:: Task goal ::
Would you please output only the lines from the one containing "Write the network" through the end of the entries below, exactly as written?

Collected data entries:
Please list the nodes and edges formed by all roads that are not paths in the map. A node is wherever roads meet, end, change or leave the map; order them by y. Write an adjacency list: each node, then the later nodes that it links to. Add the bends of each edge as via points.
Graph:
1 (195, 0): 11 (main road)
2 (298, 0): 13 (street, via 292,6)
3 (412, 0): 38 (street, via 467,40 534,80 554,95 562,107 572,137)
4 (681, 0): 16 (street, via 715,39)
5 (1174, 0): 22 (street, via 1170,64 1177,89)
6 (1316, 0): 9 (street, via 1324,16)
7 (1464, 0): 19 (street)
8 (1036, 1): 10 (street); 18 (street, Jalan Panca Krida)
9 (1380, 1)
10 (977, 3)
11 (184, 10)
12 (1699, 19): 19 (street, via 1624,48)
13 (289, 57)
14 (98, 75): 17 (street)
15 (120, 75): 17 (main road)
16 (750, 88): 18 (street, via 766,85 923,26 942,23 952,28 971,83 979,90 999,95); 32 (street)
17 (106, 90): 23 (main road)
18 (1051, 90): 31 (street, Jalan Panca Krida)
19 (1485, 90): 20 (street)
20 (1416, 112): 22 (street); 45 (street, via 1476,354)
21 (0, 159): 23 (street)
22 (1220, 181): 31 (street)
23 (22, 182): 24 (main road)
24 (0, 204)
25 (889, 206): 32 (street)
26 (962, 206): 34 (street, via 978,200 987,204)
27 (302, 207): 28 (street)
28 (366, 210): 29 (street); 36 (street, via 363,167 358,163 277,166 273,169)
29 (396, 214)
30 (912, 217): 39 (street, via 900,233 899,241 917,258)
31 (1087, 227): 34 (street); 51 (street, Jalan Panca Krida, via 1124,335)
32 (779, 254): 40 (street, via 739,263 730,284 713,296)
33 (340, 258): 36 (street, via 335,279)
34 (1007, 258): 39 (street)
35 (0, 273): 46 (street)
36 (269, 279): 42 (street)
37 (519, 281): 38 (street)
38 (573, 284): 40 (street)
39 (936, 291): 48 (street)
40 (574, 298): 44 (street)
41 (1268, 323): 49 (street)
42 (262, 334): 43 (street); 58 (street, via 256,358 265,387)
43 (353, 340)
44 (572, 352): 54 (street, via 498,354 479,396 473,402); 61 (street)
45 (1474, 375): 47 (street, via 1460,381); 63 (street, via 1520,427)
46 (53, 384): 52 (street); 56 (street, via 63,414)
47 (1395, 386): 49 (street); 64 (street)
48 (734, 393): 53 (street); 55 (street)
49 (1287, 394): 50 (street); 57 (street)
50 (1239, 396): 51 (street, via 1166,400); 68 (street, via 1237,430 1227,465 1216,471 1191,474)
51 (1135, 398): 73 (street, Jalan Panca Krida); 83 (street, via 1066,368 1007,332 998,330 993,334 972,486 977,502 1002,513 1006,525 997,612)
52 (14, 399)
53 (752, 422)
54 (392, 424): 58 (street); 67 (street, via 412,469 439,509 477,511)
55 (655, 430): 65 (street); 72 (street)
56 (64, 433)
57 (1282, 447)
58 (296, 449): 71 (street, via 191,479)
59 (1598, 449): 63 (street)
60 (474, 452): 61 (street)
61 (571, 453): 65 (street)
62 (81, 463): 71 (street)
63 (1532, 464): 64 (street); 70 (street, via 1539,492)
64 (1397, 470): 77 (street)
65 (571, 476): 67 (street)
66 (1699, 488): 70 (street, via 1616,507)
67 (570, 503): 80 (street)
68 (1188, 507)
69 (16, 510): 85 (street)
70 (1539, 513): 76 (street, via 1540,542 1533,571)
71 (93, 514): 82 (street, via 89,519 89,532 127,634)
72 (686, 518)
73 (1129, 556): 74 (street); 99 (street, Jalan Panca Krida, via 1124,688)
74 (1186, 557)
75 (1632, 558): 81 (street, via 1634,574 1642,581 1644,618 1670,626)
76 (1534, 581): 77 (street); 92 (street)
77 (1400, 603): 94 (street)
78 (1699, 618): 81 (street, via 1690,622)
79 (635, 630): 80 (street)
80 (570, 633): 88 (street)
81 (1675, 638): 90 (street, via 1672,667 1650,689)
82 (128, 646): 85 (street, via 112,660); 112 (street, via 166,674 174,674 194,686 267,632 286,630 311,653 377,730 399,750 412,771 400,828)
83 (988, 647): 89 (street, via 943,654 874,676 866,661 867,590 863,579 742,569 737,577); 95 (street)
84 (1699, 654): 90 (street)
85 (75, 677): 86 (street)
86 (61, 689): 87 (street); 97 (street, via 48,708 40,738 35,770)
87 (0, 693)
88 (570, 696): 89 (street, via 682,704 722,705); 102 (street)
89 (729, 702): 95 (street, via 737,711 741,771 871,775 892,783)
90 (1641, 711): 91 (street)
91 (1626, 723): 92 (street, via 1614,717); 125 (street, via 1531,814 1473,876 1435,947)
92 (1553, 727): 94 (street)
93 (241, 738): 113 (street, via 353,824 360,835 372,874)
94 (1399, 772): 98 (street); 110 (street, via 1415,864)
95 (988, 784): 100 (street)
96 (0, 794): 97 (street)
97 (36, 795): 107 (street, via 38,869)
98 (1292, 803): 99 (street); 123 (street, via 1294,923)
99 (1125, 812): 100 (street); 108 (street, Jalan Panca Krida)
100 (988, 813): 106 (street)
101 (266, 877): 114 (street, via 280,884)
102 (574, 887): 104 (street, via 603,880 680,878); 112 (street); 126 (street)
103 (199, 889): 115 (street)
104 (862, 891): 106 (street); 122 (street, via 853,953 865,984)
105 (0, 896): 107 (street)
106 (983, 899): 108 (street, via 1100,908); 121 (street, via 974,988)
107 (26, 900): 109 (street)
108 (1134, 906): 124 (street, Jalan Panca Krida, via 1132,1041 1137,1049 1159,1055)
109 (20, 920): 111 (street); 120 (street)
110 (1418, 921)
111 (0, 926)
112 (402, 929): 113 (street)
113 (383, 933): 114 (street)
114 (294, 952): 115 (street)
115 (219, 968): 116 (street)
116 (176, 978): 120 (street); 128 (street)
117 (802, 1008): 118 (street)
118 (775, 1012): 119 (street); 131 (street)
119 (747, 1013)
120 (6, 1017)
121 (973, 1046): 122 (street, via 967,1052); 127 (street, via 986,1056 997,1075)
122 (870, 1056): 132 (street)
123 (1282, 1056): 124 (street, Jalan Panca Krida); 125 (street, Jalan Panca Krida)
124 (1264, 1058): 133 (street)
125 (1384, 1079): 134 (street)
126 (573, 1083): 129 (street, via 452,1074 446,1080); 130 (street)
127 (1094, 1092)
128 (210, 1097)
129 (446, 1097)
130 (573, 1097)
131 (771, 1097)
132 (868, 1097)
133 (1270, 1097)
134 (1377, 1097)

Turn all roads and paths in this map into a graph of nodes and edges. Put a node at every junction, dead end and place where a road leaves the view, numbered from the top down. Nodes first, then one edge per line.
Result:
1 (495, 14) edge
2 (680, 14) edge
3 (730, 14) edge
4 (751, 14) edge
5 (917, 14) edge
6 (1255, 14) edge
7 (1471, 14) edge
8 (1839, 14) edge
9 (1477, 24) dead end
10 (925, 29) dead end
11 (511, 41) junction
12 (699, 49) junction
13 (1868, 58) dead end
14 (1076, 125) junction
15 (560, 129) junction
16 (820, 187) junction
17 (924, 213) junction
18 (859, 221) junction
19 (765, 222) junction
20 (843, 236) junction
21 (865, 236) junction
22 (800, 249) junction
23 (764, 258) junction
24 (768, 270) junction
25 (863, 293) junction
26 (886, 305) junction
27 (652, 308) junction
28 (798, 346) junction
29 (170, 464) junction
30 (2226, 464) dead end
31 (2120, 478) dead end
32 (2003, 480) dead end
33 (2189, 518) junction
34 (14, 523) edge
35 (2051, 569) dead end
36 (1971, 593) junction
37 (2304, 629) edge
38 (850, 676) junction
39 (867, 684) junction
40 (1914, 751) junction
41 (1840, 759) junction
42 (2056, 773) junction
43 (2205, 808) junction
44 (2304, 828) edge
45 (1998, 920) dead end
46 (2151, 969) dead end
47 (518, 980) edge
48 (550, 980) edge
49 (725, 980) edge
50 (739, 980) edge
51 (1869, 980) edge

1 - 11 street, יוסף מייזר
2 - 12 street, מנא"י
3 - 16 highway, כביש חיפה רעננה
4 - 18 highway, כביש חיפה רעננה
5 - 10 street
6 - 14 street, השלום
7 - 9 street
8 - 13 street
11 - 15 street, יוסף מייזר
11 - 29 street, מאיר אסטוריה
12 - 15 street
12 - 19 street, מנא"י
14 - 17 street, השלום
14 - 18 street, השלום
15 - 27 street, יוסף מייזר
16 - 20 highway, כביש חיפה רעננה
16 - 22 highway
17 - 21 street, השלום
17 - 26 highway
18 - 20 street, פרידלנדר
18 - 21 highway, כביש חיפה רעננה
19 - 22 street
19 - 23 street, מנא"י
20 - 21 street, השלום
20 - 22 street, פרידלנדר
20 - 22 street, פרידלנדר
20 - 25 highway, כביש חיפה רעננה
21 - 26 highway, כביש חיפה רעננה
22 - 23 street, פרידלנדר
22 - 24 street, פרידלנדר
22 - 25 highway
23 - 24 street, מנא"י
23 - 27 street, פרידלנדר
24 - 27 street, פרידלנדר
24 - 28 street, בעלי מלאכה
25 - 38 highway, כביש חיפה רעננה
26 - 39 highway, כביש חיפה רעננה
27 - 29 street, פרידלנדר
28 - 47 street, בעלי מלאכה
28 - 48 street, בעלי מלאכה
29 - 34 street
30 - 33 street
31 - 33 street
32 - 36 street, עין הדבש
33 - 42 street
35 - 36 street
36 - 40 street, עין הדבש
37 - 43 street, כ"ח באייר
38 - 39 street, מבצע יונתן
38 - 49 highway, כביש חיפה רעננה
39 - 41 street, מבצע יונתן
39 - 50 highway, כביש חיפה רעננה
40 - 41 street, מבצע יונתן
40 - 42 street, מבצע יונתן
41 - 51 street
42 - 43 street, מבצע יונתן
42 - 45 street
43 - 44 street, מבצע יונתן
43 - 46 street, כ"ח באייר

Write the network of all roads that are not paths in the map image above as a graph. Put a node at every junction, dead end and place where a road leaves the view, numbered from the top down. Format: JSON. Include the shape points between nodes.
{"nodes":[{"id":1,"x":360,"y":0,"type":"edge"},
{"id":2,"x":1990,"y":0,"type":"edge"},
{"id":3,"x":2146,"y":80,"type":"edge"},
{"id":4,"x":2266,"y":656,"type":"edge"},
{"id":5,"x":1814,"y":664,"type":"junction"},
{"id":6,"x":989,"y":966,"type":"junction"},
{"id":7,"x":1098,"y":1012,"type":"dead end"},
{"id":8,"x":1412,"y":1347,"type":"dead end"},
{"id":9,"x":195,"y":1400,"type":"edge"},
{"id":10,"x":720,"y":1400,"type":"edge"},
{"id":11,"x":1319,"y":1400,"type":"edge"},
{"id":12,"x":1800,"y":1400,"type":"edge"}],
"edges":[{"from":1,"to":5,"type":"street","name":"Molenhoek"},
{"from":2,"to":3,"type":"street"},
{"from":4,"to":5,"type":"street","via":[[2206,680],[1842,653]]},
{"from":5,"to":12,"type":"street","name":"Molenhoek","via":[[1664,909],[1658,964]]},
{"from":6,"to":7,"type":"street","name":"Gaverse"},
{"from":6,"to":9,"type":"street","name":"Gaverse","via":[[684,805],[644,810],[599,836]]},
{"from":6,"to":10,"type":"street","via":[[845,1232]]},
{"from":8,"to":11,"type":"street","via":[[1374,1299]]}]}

:: Exercise answer ::
Write the network of all roads that are not paths in the map image above as a graph. Put a node at every junction, dead end and place where a road leaves the view, numbered from the top down. Format: JSON. Include the shape points between nodes.
{"nodes":[{"id":1,"x":360,"y":0,"type":"edge"},
{"id":2,"x":1990,"y":0,"type":"edge"},
{"id":3,"x":2146,"y":80,"type":"edge"},
{"id":4,"x":2266,"y":656,"type":"edge"},
{"id":5,"x":1814,"y":664,"type":"junction"},
{"id":6,"x":989,"y":966,"type":"junction"},
{"id":7,"x":1098,"y":1012,"type":"dead end"},
{"id":8,"x":1412,"y":1347,"type":"dead end"},
{"id":9,"x":195,"y":1400,"type":"edge"},
{"id":10,"x":720,"y":1400,"type":"edge"},
{"id":11,"x":1319,"y":1400,"type":"edge"},
{"id":12,"x":1800,"y":1400,"type":"edge"}],
"edges":[{"from":1,"to":5,"type":"street","name":"Molenhoek"},
{"from":2,"to":3,"type":"street"},
{"from":4,"to":5,"type":"street","via":[[2206,680],[1842,653]]},
{"from":5,"to":12,"type":"street","name":"Molenhoek","via":[[1664,909],[1658,964]]},
{"from":6,"to":7,"type":"street","name":"Gaverse"},
{"from":6,"to":9,"type":"street","name":"Gaverse","via":[[684,805],[644,810],[599,836]]},
{"from":6,"to":10,"type":"street","via":[[845,1232]]},
{"from":8,"to":11,"type":"street","via":[[1374,1299]]}]}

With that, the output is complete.